TOPLUMSAL ve SOSYAL HAYATTA BİREY
İnsan, yaratılış fıtratı, bir anne ve babadan oluşu ve zorunlu ihtiyaçları gereği, sosyal ve toplumsal bir varlıktır. Bu nedenle dünya hayatına gelişinden itibaren doğal olarak toplumun diğer fertleriyle ilişkide bulunacak, toplumdaki diğer fertlerin ürettiklerinden ihtiyaçlarını karşılayacak ve topluma, kendisinde var olan şeylerin bir kısmını verecektir.

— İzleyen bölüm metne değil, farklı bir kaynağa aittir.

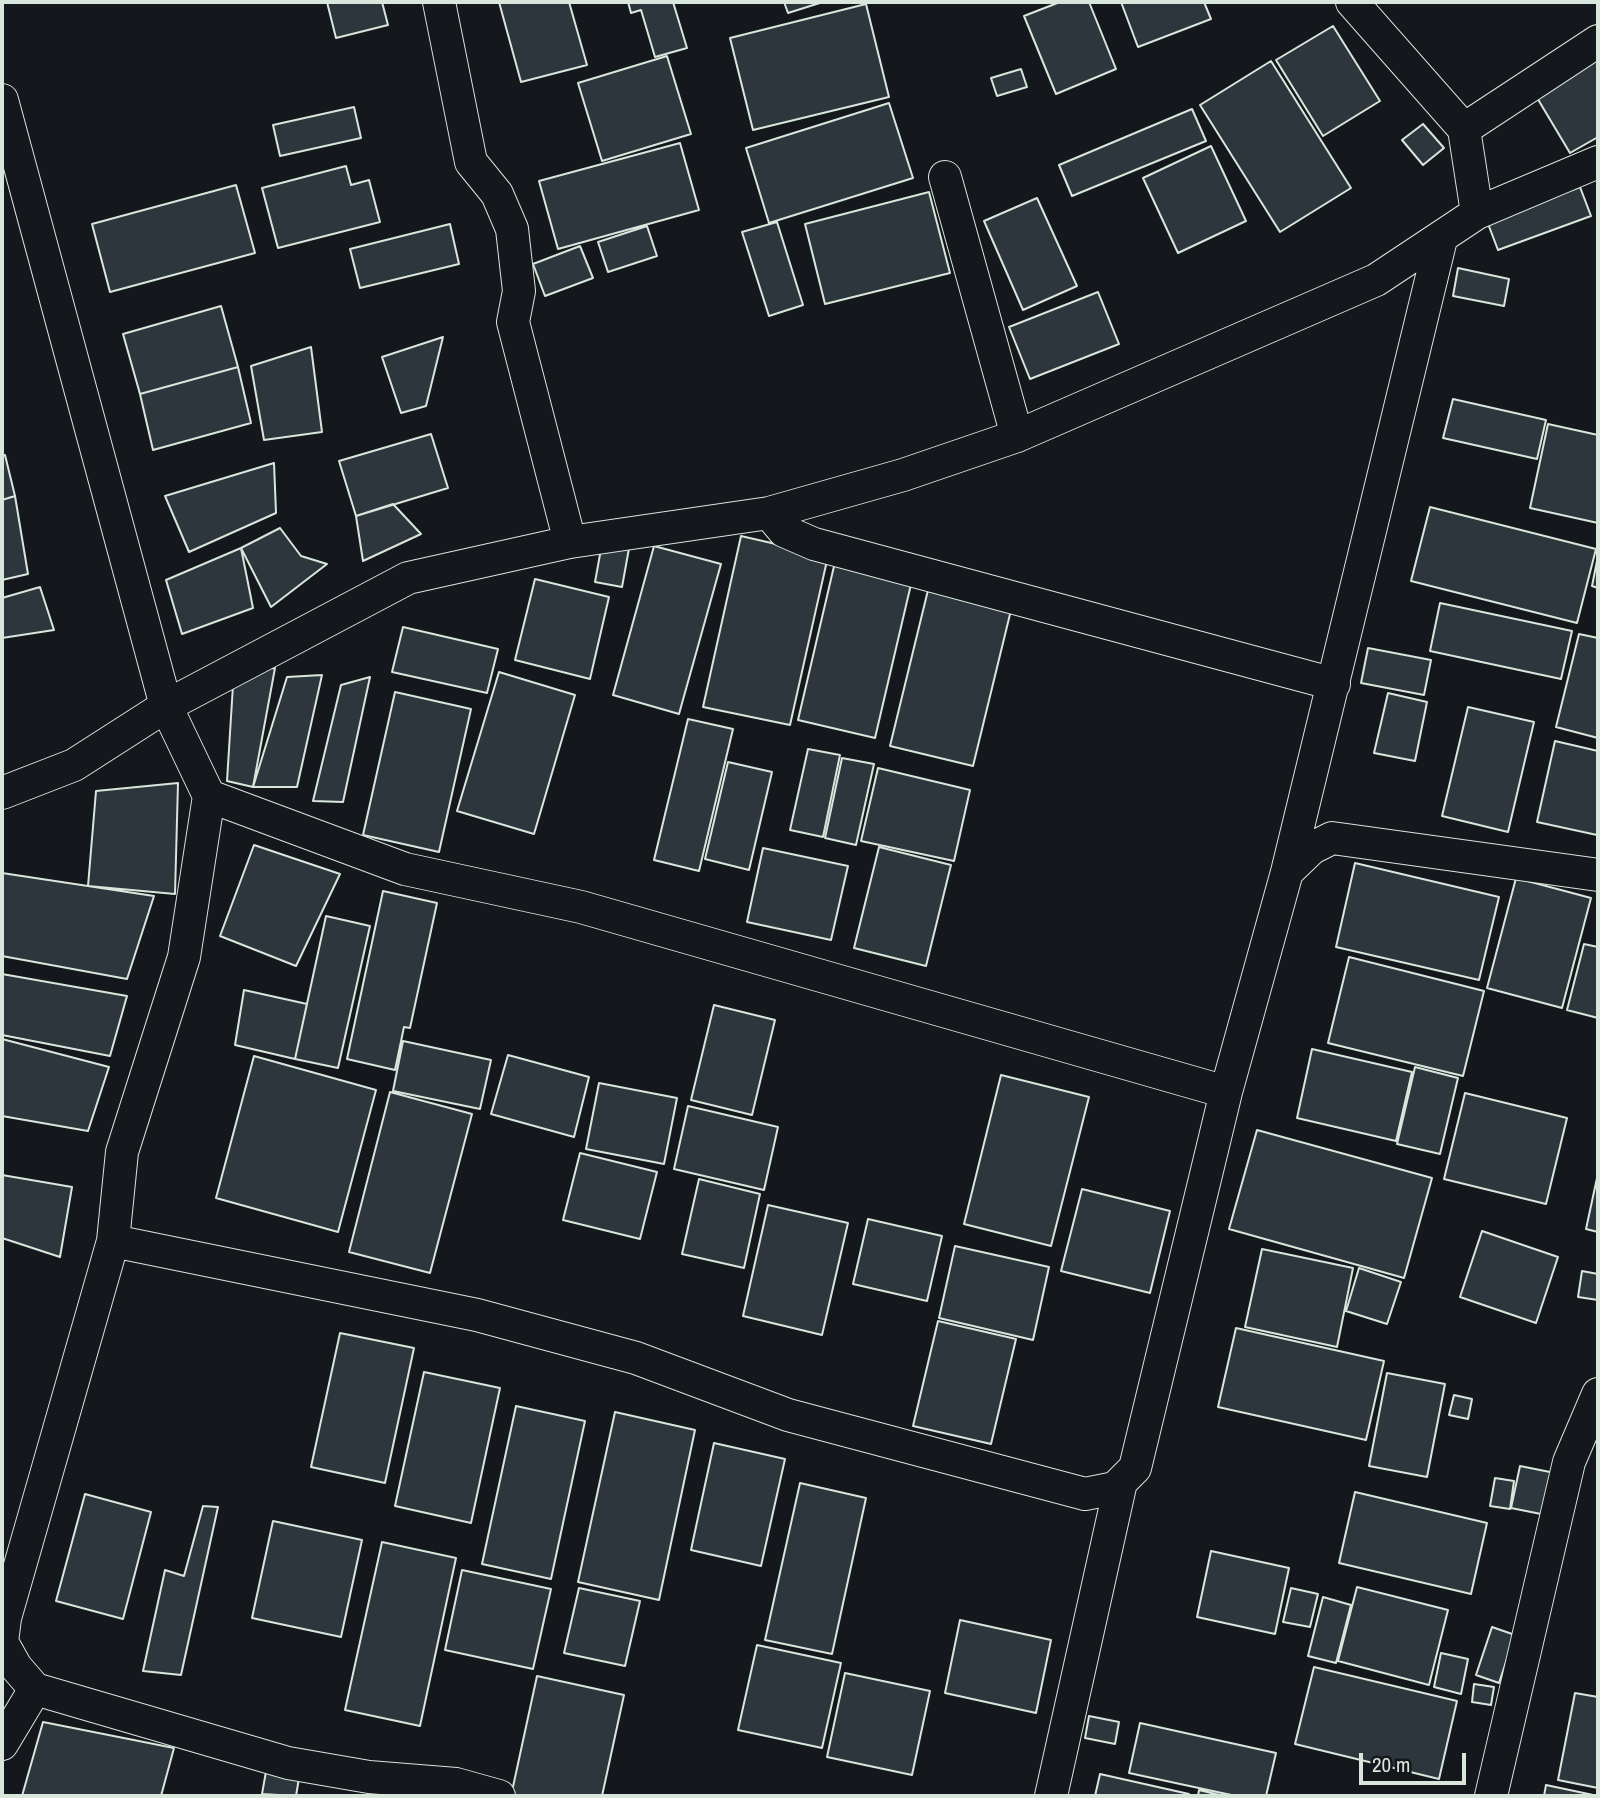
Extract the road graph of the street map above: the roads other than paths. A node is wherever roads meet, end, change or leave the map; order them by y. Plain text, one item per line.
1 (439, 2) edge
2 (1352, 2) edge
3 (1598, 41) edge
4 (2, 100) edge
5 (1464, 129) junction
6 (1598, 162) edge
7 (945, 177) dead end
8 (1477, 213) junction
9 (1441, 239) junction
10 (1017, 436) junction
11 (769, 513) junction
12 (569, 542) junction
13 (1334, 684) junction
14 (166, 706) junction
15 (2, 793) edge
16 (209, 796) junction
17 (1287, 872) junction
18 (1598, 875) edge
19 (1226, 1092) junction
20 (113, 1241) junction
21 (1598, 1394) edge
22 (1121, 1482) junction
23 (35, 1689) junction
24 (2, 1744) edge
25 (499, 1796) edge
26 (1051, 1796) edge
27 (1491, 1796) edge

1 - 12 street
2 - 5 street
3 - 5 street
4 - 14 street
5 - 8 street
6 - 8 street
7 - 10 street
8 - 9 street
9 - 10 street
9 - 13 street
10 - 11 street
11 - 12 street
11 - 13 street
12 - 14 street
13 - 17 street
14 - 15 street
14 - 16 street
16 - 19 street
16 - 20 street
17 - 18 street
17 - 19 street
19 - 22 street
20 - 22 street
20 - 23 street
21 - 27 street
22 - 26 street
23 - 24 street
23 - 25 street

Toplumsal ilişkilerde, ilişkinin boyutuna ve çeşidine göre doğal olarak kimi kurallar ortaya çıkacaktır. Bu kurallar, insanlar arasında var olan ilişkilerin nasıl ve ne şekilde olacağını ortaya koyar, yapılması gereken hususları ve sakınılacak durumları belirtir. Ortaya konulan kurallar, sosyal hayatı paylaşan insanların inançlarına, değer yargılarına, ahlak ilkelerine, kişilik ve onurlarına hiçbir şekilde aykırı olmayacak, hatta bunları daha çok geliştirmeye yardımcı olacaktır.
Toplumu oluşturan insanların inançlarına, değer yargılarına ve ahlak ilkelerine aykırı olan kurallar ve böyle kuralları sistemleştiren yönetimler, dikta, zorba ve baskıcı kurallar ve yönetimlerdir.

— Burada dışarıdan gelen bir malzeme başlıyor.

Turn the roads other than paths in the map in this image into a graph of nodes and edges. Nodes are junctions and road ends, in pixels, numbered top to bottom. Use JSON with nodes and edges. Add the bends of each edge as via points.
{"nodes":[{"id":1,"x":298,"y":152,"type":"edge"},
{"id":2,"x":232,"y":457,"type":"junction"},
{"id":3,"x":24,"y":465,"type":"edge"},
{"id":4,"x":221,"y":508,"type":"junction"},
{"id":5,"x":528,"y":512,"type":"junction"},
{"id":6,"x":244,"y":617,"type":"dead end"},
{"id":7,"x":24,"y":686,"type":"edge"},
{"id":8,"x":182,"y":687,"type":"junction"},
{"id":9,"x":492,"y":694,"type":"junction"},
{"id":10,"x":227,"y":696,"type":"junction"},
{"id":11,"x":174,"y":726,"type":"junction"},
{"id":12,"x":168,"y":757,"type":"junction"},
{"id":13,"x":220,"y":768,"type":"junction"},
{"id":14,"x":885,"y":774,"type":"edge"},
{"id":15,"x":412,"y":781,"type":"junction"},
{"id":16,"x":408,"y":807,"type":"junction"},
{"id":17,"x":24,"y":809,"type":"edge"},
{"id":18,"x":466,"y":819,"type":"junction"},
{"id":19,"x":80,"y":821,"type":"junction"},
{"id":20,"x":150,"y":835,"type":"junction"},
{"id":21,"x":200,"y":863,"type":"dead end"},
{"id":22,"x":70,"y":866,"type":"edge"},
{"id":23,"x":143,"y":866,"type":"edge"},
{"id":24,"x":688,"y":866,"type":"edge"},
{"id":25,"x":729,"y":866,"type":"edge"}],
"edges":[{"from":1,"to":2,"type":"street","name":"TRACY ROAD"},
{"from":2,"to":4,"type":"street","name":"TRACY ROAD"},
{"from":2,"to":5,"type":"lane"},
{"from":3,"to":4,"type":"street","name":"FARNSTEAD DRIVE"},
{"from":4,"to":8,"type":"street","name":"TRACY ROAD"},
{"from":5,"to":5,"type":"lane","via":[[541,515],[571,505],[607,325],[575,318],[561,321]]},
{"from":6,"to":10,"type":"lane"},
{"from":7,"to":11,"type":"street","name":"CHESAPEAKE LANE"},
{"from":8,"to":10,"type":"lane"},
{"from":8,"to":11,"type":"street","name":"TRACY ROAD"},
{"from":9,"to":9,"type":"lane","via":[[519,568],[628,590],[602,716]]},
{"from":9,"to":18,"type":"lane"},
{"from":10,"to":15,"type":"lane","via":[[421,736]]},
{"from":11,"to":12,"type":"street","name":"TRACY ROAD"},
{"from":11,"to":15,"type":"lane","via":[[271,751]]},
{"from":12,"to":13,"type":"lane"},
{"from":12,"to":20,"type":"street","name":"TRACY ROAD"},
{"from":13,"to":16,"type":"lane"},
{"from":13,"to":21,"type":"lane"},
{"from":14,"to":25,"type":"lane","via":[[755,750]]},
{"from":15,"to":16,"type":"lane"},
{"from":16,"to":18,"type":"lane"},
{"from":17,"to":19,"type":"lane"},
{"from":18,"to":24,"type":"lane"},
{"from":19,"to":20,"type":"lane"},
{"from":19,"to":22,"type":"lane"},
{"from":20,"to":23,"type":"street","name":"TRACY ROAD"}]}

İnsan ilişkileri, insanların ihtiyaçlarına, beklentilerine, kabiliyetlerine, fiziksel ve düşünsel becerilerine göre çeşit çeşittir. Bu ilişkiler, toplumda çeşitli isimler altında sınıflandırılır. Bunlar; aile, sosyal çevre, ticari, iktisadi, işveren-işçi ilişkisi, dini ve siyasi olmak üzere çeşitli isimler alır.
İslâm dini, insanlar arasındaki tüm bu ilişkilere çözüm getirmiş ve bu ilişkileri en güzel şekilde düzenlemiştir ve hiçbir sistemin yapamayacağı biçimde muazzam bir şekilde düzenlemiştir.
SOSYAL İLİŞKİLER: (NEZAKET KURALLARI)
İslâm dini, sosyal hayatı en temel kurallardan itibaren düzenlemeye başlar, adım adım insanın tüm ilişkilerine yön verir. Çünkü birey, toplumun temel taşı, en önemli öğesidir. Bireyin, tutum ve davranışlarında ölçülü, saygılı, tutarlı ve dürüst olması, o toplumun ideal bir toplum olmasını sağlar.